Thankfully the gay bar is not a cliché gay bar, but a generic sports bar with a mostly gay clientele, which is to say a pretty average gay bar. Also, the trivia isn’t cliché gay trivia. The writers were careful not to load the script with winky questions about Watch What Happens Live! and Rufus Wainwright. Though we do get a Grindr joke!

The entire office participates in the contest, splitting into three teams: A-team, B-team, and the Just Here to Have Fun team. Once again, Andy shoots down Kevin’s hopes to lend a hand. Though Kevin’s relegated to the dud team, we know (1) The duds will win. (2) Kevin will deliver the winning answer. And (3) that answer will be followed by a monologue in which the mentally fragile bald man says either not to underestimate the underdog or absolute nonsense or something that splits the difference.

Back in Florida, Gabe hears out Dwight. Schrute has tricks played on him daily, so he quickly sees through Gabe’s charade. No one, not Robert nor the COO, is coming to receive the pitch. Dwight twists Gabe’s arm, literally, and orders they visit California’s condo. He demands to be heard.

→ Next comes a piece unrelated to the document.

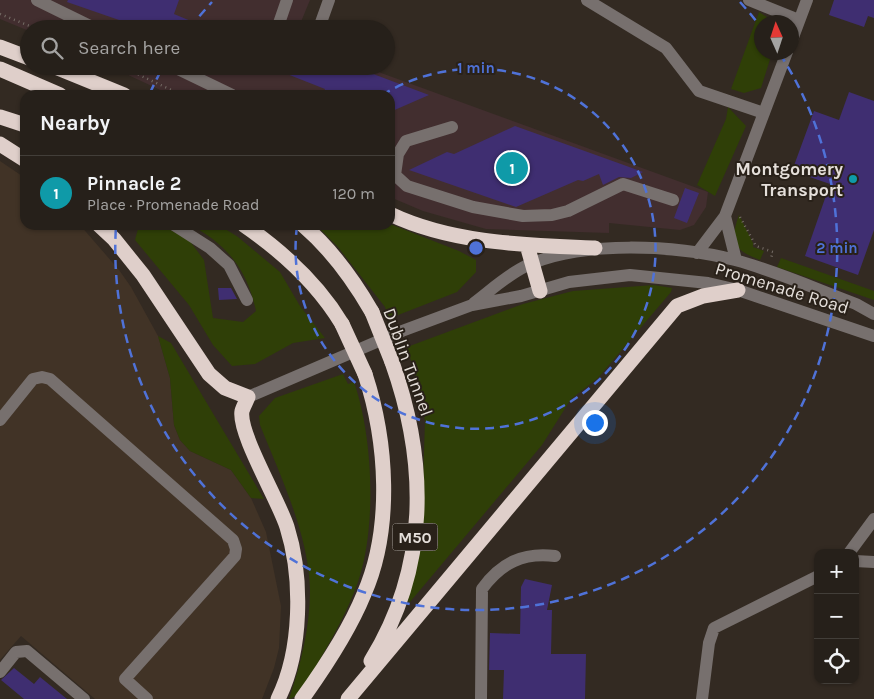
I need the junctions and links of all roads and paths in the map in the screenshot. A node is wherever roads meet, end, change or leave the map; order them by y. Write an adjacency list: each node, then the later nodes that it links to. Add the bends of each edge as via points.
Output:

California’s condo is a sad, sterile place. The place Michael Scott would have considered a fine investment. Huh. So, this is where California disappears. The phantom zone. I half expect to see thousands of pairs of missing left socks. California has no interest in Dwight’s pitch let alone him becoming a manager, though he won’t say so directly. He goes so far as to offer Dwight a choice: a job interview or Grandpa California’s cherished war medal. Are we supposed to believe it was a real war medal? That California doesn’t have a closet full of these to get pesky houseguests to leave? What a bizarre thing for this supposedly powerful and persuasive man to do. Whatever the case, Dwight smartly chooses the interview. To which California says Dwight’s not right for the job, but he’ll call him if anything else turns up. And Dwight smiles. A vindicated smile. A smile that makes no sense, really, but wraps up the story anyway.

Andy’s A-team is losing. But the losers, they’re winning. Kelly, Erin, Meredith, and Kevin know the answer to nearly every question. Even tough ones about sports (Kelly) and adolescent mental disorders (Meredith). The final question comes and you know who wins. Even though the question pertains to foreign films, Kevin (in true Rain Main fashion) knows the answer because it’s the film in which, as he gracefully puts it, “Marion Cotillard exposed herself.”

Cue the monologue: “Look,” says the perpetually slobber-mouthed Kevin, “I know it’s easy to say tonight was just a fluke and maybe it was. But here’s a piece of trivia: The fluke is one of the most common fish in the sea. So chances are if you go fishing for a fluke, you just might catch one.”

The Office is not irreparable. It’s not great, either, but there is some marked improvement here over the worst episodes from the first half of the season. Andy is decisive now. He’s taking action, not asking the employees for ideas — though they still ultimately solve his problem for him. California is absent, as always, but Gabe is a totally worthy stand-in. And the gang, well, they’ve always been funny. And they still are.